Monday, May 5, 2014

The Moments Before "After"


I had an unusual honor this past week while meeting up with some friends at a little pub just north of nowhere. I had just gotten my beer, when I overheard a short, bearded man talking. "You know what's fucked up?" he said to a stranger, "I just found out today that I have leukemia. I'm dying."

This guy had been hovering by the door since I walked in. He wasn't drinking. He wasn't surrounded by a crew of friends. He wasn't brooding in some corner, like he wanted to be left alone. He stood beside the rivers of passing people, and just grabbed an acquaintance at random to tell them this news. He was alone. He wasn't just dying, he was fading away. I had to talk to him.

Within a few brief sentences, I had the bulk of the story. He was diagnosed with leukemia earlier that day. If you're reading this the day I'm posting it, then he's likely beginning his chemotherapy right now. However, the doctors have told him that there is little they can do. He was given eight months to live.

What would you even do with that? I know, people often have wild fantasies about how they would live if they knew they were about to die. You'd do anything you want. You'd party for months. You'd burn out in a blaze of glory. That's all very cute coming from someone who isn't stamped with an expiration date.

Now imagine that you're still a real human being. You still have your insecurities. You still have your subtle desires and varying levels of ambition. But now, you will be dead in less than a year. You're not living like someone who pretends there's no tomorrow. You're living like someone who knows there isn't.

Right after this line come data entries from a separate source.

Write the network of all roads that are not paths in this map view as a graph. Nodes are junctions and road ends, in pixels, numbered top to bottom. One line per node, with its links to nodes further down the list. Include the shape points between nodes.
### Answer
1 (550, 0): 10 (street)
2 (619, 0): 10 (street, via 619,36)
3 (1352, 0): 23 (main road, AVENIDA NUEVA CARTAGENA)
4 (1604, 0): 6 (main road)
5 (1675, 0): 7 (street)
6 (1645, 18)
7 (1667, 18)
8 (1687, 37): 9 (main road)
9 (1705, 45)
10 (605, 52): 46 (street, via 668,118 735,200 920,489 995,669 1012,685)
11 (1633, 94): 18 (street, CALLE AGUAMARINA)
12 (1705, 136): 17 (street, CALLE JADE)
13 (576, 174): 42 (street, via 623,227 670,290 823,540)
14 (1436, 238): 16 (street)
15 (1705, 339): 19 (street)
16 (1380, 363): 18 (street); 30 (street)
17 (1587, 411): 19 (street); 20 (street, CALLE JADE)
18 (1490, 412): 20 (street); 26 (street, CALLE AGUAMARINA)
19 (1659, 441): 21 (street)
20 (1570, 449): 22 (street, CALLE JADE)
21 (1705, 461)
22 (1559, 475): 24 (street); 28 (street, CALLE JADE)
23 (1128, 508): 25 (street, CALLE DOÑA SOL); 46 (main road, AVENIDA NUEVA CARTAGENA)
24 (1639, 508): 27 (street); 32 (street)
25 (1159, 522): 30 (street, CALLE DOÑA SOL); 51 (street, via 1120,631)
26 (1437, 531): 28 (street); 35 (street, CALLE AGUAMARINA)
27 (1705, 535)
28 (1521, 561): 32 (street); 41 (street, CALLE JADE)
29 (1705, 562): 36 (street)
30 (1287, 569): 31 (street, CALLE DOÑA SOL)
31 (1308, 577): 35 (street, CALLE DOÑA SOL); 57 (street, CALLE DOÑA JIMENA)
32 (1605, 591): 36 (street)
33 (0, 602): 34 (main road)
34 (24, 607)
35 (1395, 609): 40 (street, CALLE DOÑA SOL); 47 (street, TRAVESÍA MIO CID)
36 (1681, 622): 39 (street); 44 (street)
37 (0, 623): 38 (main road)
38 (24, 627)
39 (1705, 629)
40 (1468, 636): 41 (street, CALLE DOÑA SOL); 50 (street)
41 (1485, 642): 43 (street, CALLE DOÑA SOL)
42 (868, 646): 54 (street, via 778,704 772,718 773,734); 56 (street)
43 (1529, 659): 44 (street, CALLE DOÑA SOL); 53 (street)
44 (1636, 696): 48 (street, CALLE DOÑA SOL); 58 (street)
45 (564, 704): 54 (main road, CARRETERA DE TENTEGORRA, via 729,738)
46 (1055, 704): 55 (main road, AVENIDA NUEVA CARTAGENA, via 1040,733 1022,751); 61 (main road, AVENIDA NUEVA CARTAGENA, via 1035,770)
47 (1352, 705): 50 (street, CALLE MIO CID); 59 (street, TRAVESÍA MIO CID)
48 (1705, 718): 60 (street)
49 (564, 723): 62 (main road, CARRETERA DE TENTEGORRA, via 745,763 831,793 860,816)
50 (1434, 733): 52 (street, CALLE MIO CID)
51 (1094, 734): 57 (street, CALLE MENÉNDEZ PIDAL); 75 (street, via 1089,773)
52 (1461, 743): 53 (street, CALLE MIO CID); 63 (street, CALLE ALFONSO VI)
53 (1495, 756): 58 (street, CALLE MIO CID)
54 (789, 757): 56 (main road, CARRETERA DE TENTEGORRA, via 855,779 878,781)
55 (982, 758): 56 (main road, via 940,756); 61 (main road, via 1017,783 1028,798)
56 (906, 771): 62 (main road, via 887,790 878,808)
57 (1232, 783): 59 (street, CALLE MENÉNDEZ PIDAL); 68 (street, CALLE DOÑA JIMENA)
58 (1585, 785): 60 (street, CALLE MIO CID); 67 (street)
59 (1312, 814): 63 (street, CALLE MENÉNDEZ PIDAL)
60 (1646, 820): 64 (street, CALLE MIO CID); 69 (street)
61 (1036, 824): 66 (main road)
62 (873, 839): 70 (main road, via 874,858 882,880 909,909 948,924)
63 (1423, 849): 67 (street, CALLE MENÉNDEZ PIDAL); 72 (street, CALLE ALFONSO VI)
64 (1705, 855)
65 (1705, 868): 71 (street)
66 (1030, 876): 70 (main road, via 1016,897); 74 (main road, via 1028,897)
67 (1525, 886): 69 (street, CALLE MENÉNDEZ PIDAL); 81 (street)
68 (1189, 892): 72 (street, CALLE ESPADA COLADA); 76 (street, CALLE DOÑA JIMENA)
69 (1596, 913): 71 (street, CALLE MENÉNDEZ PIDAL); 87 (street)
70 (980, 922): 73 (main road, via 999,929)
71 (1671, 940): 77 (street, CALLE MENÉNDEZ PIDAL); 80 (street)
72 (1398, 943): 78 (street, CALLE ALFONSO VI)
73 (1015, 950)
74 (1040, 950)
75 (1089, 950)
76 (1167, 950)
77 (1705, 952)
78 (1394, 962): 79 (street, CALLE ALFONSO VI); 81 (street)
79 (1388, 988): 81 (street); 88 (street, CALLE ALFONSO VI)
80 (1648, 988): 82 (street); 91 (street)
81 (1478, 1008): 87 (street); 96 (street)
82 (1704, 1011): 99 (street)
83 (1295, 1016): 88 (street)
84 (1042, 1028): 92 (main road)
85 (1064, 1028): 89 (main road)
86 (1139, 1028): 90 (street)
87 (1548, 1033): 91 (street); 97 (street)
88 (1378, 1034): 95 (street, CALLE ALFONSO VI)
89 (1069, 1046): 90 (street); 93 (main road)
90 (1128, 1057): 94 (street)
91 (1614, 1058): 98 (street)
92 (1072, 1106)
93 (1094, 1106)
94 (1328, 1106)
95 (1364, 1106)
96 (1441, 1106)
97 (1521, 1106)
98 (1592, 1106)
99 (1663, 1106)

Will that pint of whiskey be fun? Maybe... probably not. But who cares? What's the point of "living it up" when you're dying? Fast cars and a carefree life are still just embers in a fire pit the morning after, and you'll be gone. People will get in their cars, they'll drive away in every direction, and it will blur to an abstract, empty memory.

I tried to think of things to say to this guy. I wondered what I would want someone to say to me. I have to admit, this guy was tough as nails. I've never seen someone on the brink of tears for so long without falling one way or the other.

But what do I say? Death and I have always had a strange relationship; like an unwanted houseguest, lingering around by my side. Do I tell this guy the things I've learned of death? Do I tell him how the living will handle it? Do I tell him what to expect as the world shrinks, and fades to black?

Unfortunately, common folk don't like my view of the afterlife. I don't weave fanciful tales of utopia, or streets of gold. I offer no reassurance that you will somehow remain "you" once you've left the confines of your body.

Death is the end of this world. It's the final chapter of your individual life. You will no longer exist. That part is plainly obvious.

However, I also don't hold condemning thoughts of existential oblivion. I am not one to say, "You're dead, and that's it." This is because it is also plainly obvious to me that we are more than just dancing molds of meat. Whether or not we know what to call it, there is something more to life than just the bodies that carry it around. When I close my eyes, I know that I extend further than my simple brain. When I speak to someone, I can feel that there is more in them than if I were talking to a cheeseburger.

Energy cannot be destroyed. It can move. It can change form, but it must continue on. What awaits us when we die is far more elegant than ashes. It is more beautiful than a backwater, mundane projection of "perfection" by human standards. It is not a recreation of this world with all the pain taken away.

But he was a simple man, with simple needs. He had never dug too deeply into this life, and any understanding of its meaning would have taken him more than 8 months to explore. In the end, I just told him to think of it as leaving for Disneyworld. It's certainly not true, and I don't know that it gave him comfort.

He said that he'd be back after his funeral, and that we could have a beer together. I told him I'd be waiting.